Townhall.com ^ | August 1, 2011 | Ed Feulner

Posted on 08/01/2011 12:39:25 PM PDT by Kaslin

More than 35 million Americans live in poverty, according to the Census Bureau. Imagine what kind of life they must have.

Actually, you don’t have to imagine. Their federal government conducts numerous surveys that contain detailed information about the living conditions of those classified as poor -- information that comes directly from those in poverty.

Are they experiencing significant hardship? Do they just barely scrape by, with no modern conveniences and hardly any food? Some do, unfortunately. But for most, it’s a different story.

Air-conditioning? Cable TV? A car? The average household defined as poor by the government has these, the survey data show. It also has a microwave, a clothes washer and dryer, a dishwasher, a coffee maker and a cordless phone. Half of poor households have a computer. Add to this two color televisions and a DVD player, along with a video-game system such as an Xbox or a Playstation for those households with children.

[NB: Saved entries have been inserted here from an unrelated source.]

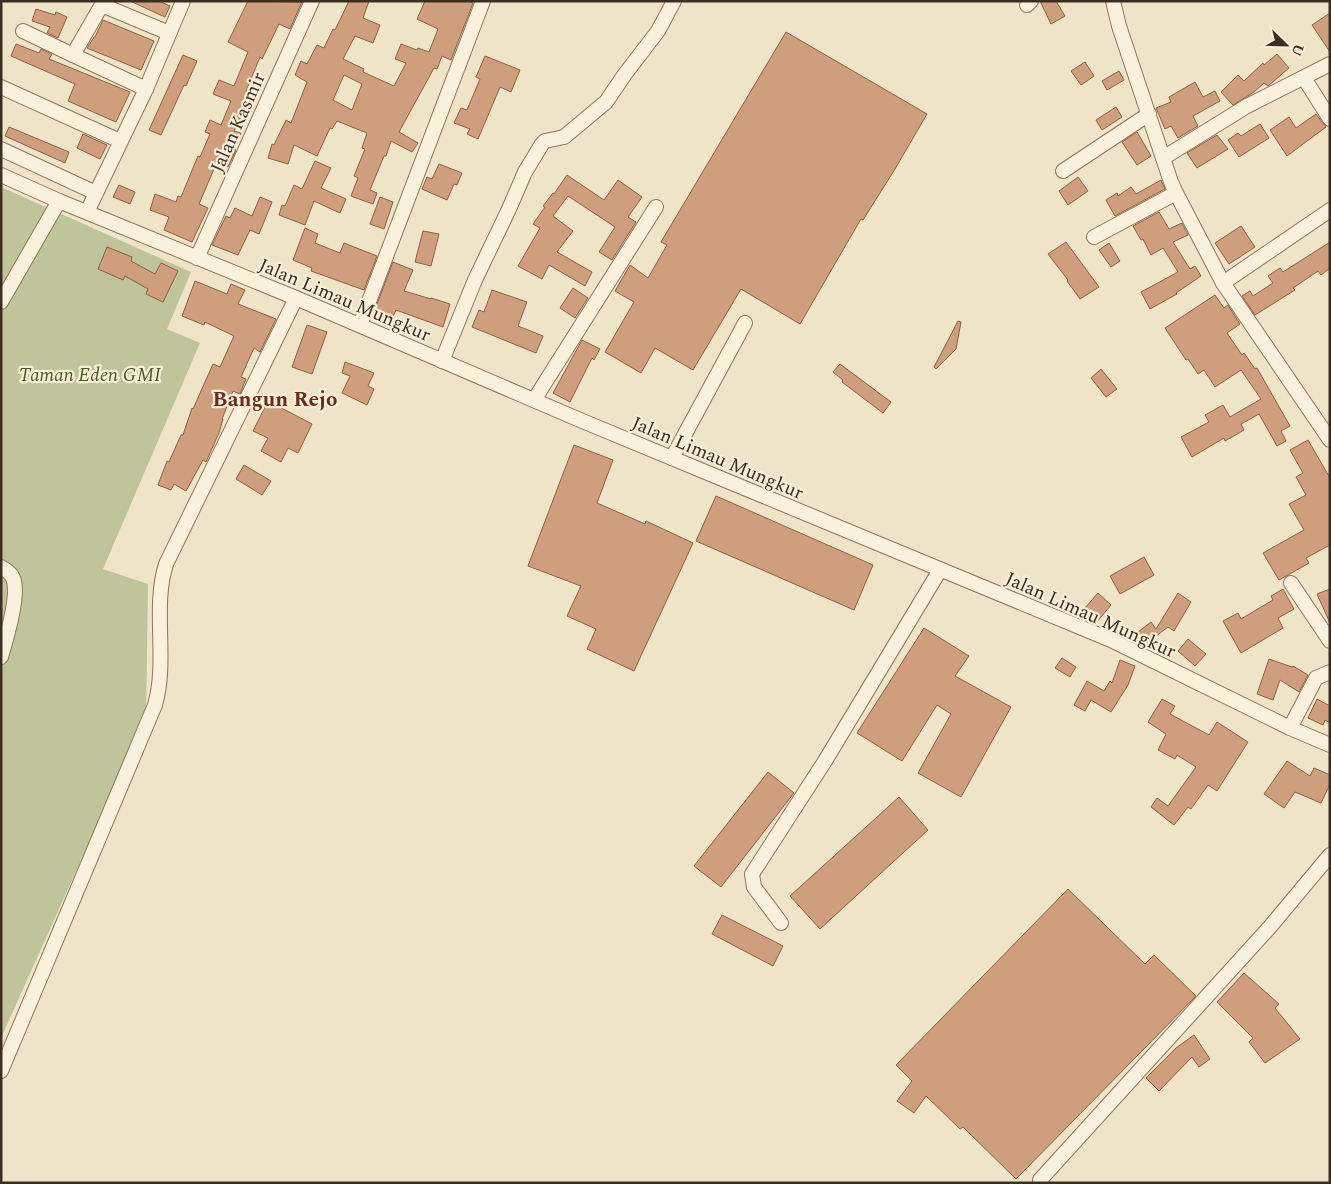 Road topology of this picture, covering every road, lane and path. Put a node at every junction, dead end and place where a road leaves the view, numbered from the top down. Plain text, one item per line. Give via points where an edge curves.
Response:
1 (183, 1) edge
2 (312, 1) edge
3 (483, 1) edge
4 (674, 1) edge
5 (1113, 1) edge
6 (103, 3) edge
7 (23, 31) dead end
8 (169, 33) junction
9 (73, 55) junction
10 (1330, 64) edge
11 (1304, 78) junction
12 (1, 87) edge
13 (146, 89) junction
14 (1149, 114) junction
15 (1330, 119) edge
16 (120, 141) junction
17 (1, 149) edge
18 (1163, 158) junction
19 (1063, 170) dead end
20 (1, 175) edge
21 (64, 178) junction
22 (78, 184) junction
23 (96, 193) junction
24 (1176, 193) junction
25 (61, 202) junction
26 (656, 207) dead end
27 (1330, 210) edge
28 (87, 212) junction
29 (1094, 237) dead end
30 (197, 258) junction
31 (1223, 283) junction
32 (296, 298) junction
33 (1, 302) edge
34 (745, 323) dead end
35 (360, 325) junction
36 (442, 361) junction
37 (534, 400) junction
38 (1330, 440) edge
39 (672, 458) junction
40 (1, 567) edge
41 (940, 570) junction
42 (1291, 583) dead end
43 (1330, 640) edge
44 (1, 658) edge
45 (1330, 672) edge
46 (1290, 728) junction
47 (1330, 745) edge
48 (1330, 855) edge
49 (781, 923) dead end
50 (1, 1071) edge
51 (1040, 1180) dead end

1 - 8 street
2 - 30 street, Jalan Kasmir
3 - 35 street
4 - 36 street via 658,31 606,102 572,132 542,144 525,172 474,280
5 - 14 street via 1118,26
6 - 8 street
6 - 9 street
7 - 9 street
8 - 13 street
9 - 13 street
10 - 11 street
11 - 15 street
11 - 18 street via 1247,106
12 - 16 street
13 - 16 street
14 - 18 street
14 - 19 street
16 - 23 street
17 - 21 street
18 - 24 street
20 - 25 street, Jalan Limau Mungkur
21 - 22 street
21 - 25 street
22 - 23 street
22 - 25 street
23 - 28 street
24 - 29 street
24 - 31 street
25 - 28 street, Jalan Limau Mungkur
25 - 33 street
26 - 37 street
27 - 31 street
28 - 30 street, Jalan Limau Mungkur
30 - 32 street, Jalan Limau Mungkur
31 - 38 street
32 - 35 street, Jalan Limau Mungkur
32 - 50 street via 166,564 161,587 160,683 156,705
34 - 39 street
35 - 36 street, Jalan Limau Mungkur
36 - 37 street, Jalan Limau Mungkur
37 - 39 street, Jalan Limau Mungkur
39 - 41 street, Jalan Limau Mungkur
40 - 44 street via 13,578 14,584 12,614
41 - 46 street, Jalan Limau Mungkur via 1111,640
41 - 49 street via 825,761 752,874 754,887
42 - 43 street
45 - 46 street via 1316,678
46 - 47 street, Jalan Limau Mungkur
48 - 51 street via 1269,928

But what about where they live? One could have any number of modern gadgets and conveniences and still live in a broken-down, cramped residence. That isn’t the case, however. “Poor Americans are well housed and rarely overcrowded,” writes Heritage Foundation welfare expert Robert Rector in a new study. “In fact, the houses and apartments of America’s poor are quite spacious by international standards. The typical poor American has considerably more living space than does the average European.”

Moreover, 43 percent own their own homes, the government data show, nearly all of which are in good condition.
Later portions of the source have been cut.